- [RECORDS TO USE]:

***

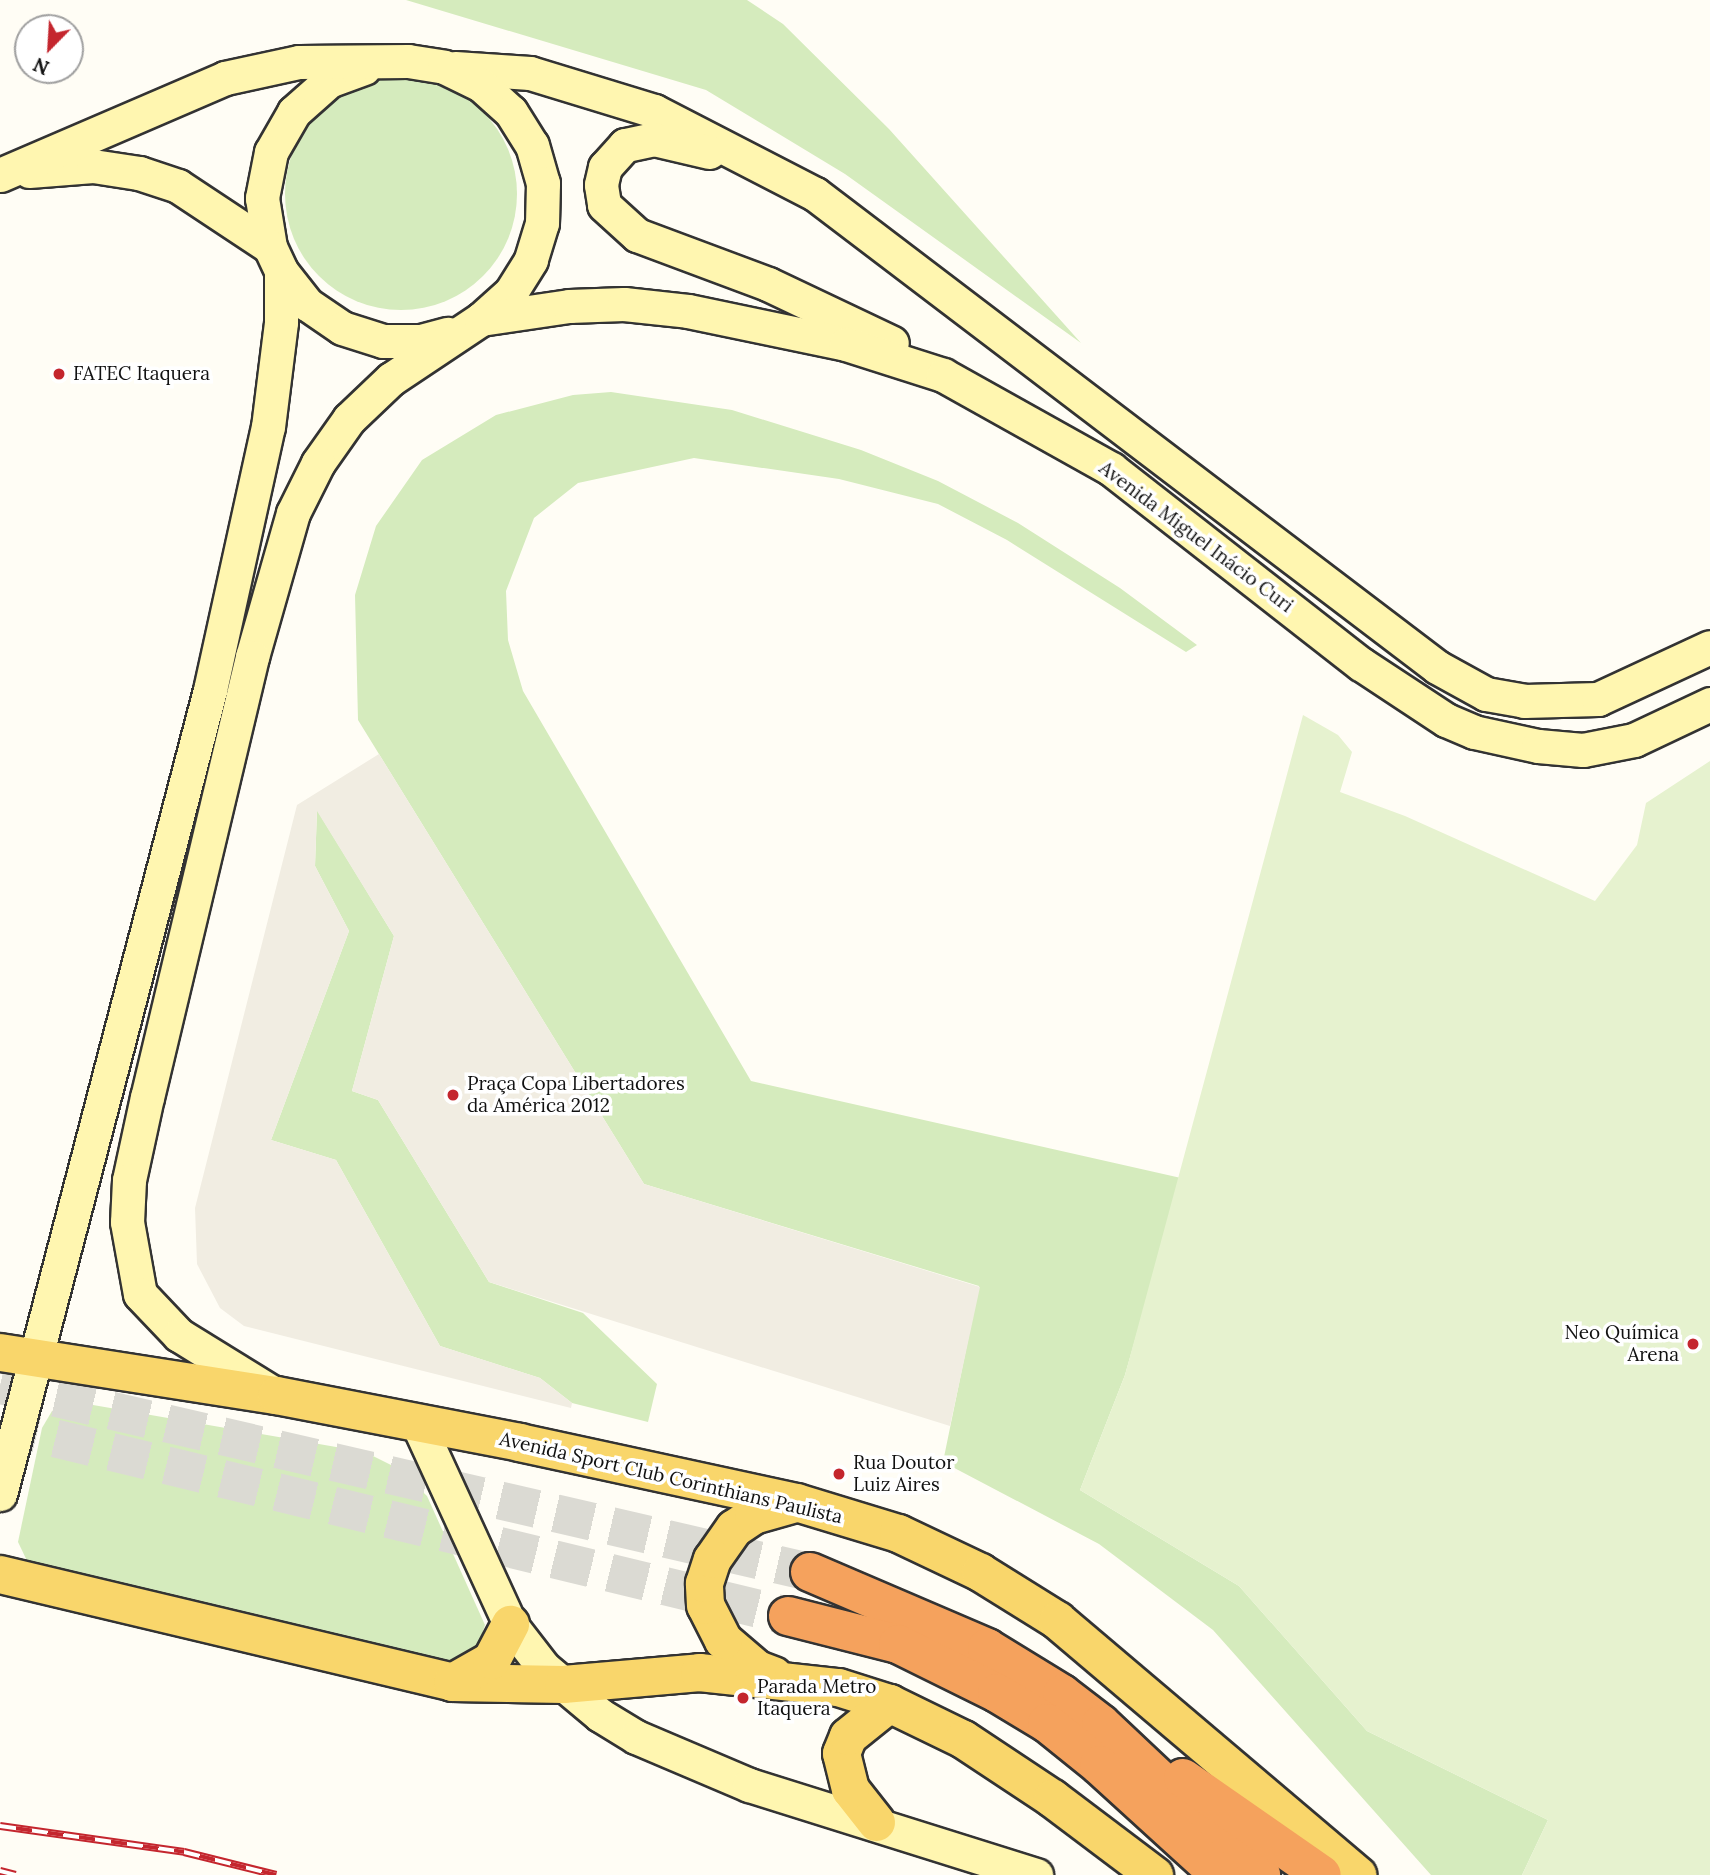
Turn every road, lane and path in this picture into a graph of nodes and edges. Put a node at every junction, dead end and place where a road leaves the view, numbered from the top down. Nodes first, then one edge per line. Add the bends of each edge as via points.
1 (373, 64) junction
2 (444, 67) junction
3 (3, 174) edge
4 (815, 194) junction
5 (275, 259) junction
6 (469, 325) junction
7 (943, 374) junction
8 (1710, 647) edge
9 (1710, 704) edge
10 (0, 1352) edge
11 (36, 1359) junction
12 (276, 1395) junction
13 (417, 1422) junction
14 (0, 1494) edge
15 (796, 1502) junction
16 (810, 1572) tunnel mouth
17 (0, 1574) edge
18 (788, 1616) tunnel mouth
19 (510, 1624) junction
20 (782, 1678) junction
21 (452, 1682) junction
22 (563, 1684) junction
23 (889, 1703) junction
24 (1101, 1724) junction
25 (876, 1822) junction
26 (1036, 1875) edge
27 (1154, 1875) edge
28 (1220, 1875) edge
29 (1261, 1875) edge
30 (1322, 1875) edge
31 (1358, 1875) edge

1 - 2 street via 408,61
1 - 3 street via 299,62 225,78
1 - 5 street via 329,81 294,112 271,152 262,198
2 - 4 street via 530,73 590,88 713,137
2 - 6 street via 481,85 511,112 532,145 543,183 542,223 531,260 510,293
3 - 5 street via 93,166 139,173 178,186
4 - 7 street via 695,147 654,139 625,145 614,153 601,185 604,205 637,235 829,310
4 - 8 street via 1395,636 1437,667 1486,694 1524,701 1598,699
5 - 6 street, Avenida Miguel Inácio Curi via 307,304 342,328 383,341 421,341
5 - 11 street via 281,322 268,427 210,690
6 - 7 street, Avenida Miguel Inácio Curi via 569,306 624,304 688,311 846,344
6 - 12 street via 391,379 349,419 318,463 293,513 214,811 129,1180 127,1222 140,1294 189,1343
7 - 9 street, Avenida Miguel Inácio Curi via 1111,469 1361,664 1446,720 1474,732 1583,750 1634,740
10 - 11 main road, Avenida Sport Club Corinthians Paulista
11 - 12 main road, Avenida Sport Club Corinthians Paulista
11 - 14 street
12 - 13 main road, Avenida Sport Club Corinthians Paulista
13 - 15 main road, Avenida Sport Club Corinthians Paulista
13 - 19 street
15 - 20 main road via 753,1515 734,1528 712,1559 704,1583 705,1605 723,1640 757,1669
15 - 31 main road, Avenida Sport Club Corinthians Paulista via 898,1533 980,1572 1058,1620
16 - 24 highway via 987,1648
17 - 21 main road
18 - 28 highway via 898,1644 1007,1699 1099,1765
19 - 21 main road via 491,1660
19 - 22 street via 528,1650
20 - 22 main road via 699,1672
20 - 23 main road via 838,1687
21 - 22 main road
22 - 25 street via 636,1737 749,1785
23 - 25 main road via 848,1736 841,1753 850,1790
23 - 27 main road via 996,1760
24 - 29 highway
24 - 30 highway via 1255,1824
25 - 26 street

***

- [PROBLEM REQUIREMENTS]:
What are the lines of the data above that include the string "tunnel"? Copy them.

- [OUTPUT]:
16 (810, 1572) tunnel mouth
18 (788, 1616) tunnel mouth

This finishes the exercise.